Dejé de ir a Bimbi cuando causé baja en la empresa. Se acabaron los cheques comida con los que pagaba parte del importe del menú. Después fui alguna vez a tomar un café y así alimentar la nostalgia. Luego dejé de hacerlo porque me sentía como un refugiado sin papeles en un país extraño.
Ahora que acabo de enterarme del cierre de mi Bimbi, comprendo lo que supuso para mí. Se canta lo que se pierde, escribió el poeta. Hemos perdido a Bimbi para siempre. Es una sensación de tristeza extraña y absurda como la que me quedó con la desaparición de Noel, donde fui feliz comiendo en su larga barra. Aquel establecimiento, otro clásico de la hostelería valenciana, fue también cerrado por los hijos del fundador, según creo haber leído.
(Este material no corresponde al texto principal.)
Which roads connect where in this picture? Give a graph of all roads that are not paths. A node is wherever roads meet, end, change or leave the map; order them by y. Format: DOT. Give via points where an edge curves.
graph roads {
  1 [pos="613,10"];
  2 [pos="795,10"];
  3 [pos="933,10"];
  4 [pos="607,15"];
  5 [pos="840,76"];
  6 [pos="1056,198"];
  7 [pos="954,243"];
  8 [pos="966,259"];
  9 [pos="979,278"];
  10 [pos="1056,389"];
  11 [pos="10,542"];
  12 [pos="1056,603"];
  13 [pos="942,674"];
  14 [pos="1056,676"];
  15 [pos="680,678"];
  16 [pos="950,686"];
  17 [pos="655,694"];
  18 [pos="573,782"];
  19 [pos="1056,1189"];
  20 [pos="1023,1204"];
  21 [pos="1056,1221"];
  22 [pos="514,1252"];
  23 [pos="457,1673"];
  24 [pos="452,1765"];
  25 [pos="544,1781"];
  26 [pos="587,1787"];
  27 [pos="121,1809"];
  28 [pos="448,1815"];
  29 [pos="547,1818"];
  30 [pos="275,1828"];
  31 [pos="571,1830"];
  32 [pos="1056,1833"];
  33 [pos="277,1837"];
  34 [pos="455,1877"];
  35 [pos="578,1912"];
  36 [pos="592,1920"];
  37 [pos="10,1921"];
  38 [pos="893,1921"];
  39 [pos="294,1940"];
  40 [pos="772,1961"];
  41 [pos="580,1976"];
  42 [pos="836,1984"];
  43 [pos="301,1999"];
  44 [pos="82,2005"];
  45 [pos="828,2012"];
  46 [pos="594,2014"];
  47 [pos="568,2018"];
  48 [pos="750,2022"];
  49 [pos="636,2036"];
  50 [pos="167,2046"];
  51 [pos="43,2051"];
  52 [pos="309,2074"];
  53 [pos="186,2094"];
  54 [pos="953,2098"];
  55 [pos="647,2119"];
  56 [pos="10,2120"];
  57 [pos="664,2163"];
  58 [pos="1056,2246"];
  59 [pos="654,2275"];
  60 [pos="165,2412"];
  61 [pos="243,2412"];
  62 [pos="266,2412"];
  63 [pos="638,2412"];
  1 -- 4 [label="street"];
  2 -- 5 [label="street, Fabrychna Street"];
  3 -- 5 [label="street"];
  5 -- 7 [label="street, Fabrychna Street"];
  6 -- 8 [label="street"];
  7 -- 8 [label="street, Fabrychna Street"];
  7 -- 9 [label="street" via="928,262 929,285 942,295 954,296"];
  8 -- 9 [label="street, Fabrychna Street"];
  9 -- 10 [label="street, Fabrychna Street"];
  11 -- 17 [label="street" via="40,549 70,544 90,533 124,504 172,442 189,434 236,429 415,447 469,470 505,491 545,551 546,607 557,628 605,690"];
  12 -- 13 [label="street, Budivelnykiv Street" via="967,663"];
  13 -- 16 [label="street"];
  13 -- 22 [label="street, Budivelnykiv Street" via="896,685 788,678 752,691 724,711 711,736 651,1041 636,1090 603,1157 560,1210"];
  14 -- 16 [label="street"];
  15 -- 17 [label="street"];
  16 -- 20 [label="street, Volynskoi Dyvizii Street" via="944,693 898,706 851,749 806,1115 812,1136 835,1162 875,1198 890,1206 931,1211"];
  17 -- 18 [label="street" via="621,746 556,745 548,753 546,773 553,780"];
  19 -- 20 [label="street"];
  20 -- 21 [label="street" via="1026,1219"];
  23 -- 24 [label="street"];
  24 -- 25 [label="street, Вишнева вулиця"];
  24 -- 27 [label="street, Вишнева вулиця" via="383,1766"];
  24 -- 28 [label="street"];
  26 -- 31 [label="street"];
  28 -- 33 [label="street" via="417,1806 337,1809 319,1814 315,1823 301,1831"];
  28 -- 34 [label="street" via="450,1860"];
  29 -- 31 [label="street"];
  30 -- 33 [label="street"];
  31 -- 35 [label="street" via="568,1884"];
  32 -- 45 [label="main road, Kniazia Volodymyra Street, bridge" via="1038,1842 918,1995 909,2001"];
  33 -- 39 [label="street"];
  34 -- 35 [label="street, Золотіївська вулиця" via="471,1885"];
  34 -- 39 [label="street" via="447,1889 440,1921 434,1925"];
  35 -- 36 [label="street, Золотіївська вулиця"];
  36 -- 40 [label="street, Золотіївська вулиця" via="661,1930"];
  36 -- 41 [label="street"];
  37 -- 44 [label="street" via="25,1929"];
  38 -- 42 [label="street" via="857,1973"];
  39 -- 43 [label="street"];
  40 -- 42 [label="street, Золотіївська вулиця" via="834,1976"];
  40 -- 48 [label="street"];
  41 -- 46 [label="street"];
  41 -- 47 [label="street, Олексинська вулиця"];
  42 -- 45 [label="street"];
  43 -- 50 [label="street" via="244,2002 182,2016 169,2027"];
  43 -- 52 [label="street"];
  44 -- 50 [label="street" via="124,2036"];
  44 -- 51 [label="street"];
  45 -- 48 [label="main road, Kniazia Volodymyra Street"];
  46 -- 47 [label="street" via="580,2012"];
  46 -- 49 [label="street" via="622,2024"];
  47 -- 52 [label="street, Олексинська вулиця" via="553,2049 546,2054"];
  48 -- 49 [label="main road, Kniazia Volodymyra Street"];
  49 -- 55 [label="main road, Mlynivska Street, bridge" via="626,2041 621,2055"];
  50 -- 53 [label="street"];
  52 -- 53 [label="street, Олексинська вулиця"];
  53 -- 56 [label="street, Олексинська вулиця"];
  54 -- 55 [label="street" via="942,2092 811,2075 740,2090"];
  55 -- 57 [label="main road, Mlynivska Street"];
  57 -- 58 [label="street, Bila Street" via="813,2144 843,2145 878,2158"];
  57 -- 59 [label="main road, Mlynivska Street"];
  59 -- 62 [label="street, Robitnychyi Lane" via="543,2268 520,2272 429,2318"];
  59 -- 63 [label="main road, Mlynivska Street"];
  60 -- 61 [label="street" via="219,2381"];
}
Hablo de Noel pero podría hacerlo del bar Goya en Antiguo Reino de Valencia, donde cenaba unos sabrosísimos bocadillos cuando vivía en Pintor Salvador Abril; de la cafetería Lauria, la más cara del continente europeo y de parte de América; y del inolvidable Barrachina en la entonces plaza del Caudillo. ¿Os acordáis, mis lectores provectos, de la heladería Los Italianos que había enfrente de la Estación del Norte? ¿Alguno de vosotros se deleitó tomando un refresco en la cafetería San Remo mientras observaba cómo los toreros triunfadores de una tarde regada en sangre salían a hombros de sus cuadrillas?
Yo fui cliente de esos locales y por esa razón, sólo por eso, merezco un respeto. Era joven, sí, un periodista sin cuajo, también, un rapaz que dormía en el hostal Granero, en el número 4 de la calle Martínez Cubells, en una habitación mínima que daba a un patio cegado y en la que creí morir de un golpe de calor. Vecinos hubo que se quejaron al dueño (Vicente, creo que se llamaba) por pasearme desvestido por la habitación; era eso o morir de asfixia, pero tras la reprimenda del propietario del hostal, hube de cubrirme el resto del verano.
Con Bimbi de cuerpo presente, sólo nos falta a los practicantes de las buenas maneras, a los dandis del corazón, a todos los nostálgicos de una época injusta y apresuradamente enterrada, que nos cierren Aquarium, nuestra última tabla de salvación, donde esperamos algún día compartir un piscolabis con el señor Vicente Boluda y celebrar nuestra decimotercera Copa de Europa.
Si Aquarium cae también, algunos nos pegaremos un tiro. Y no exagero.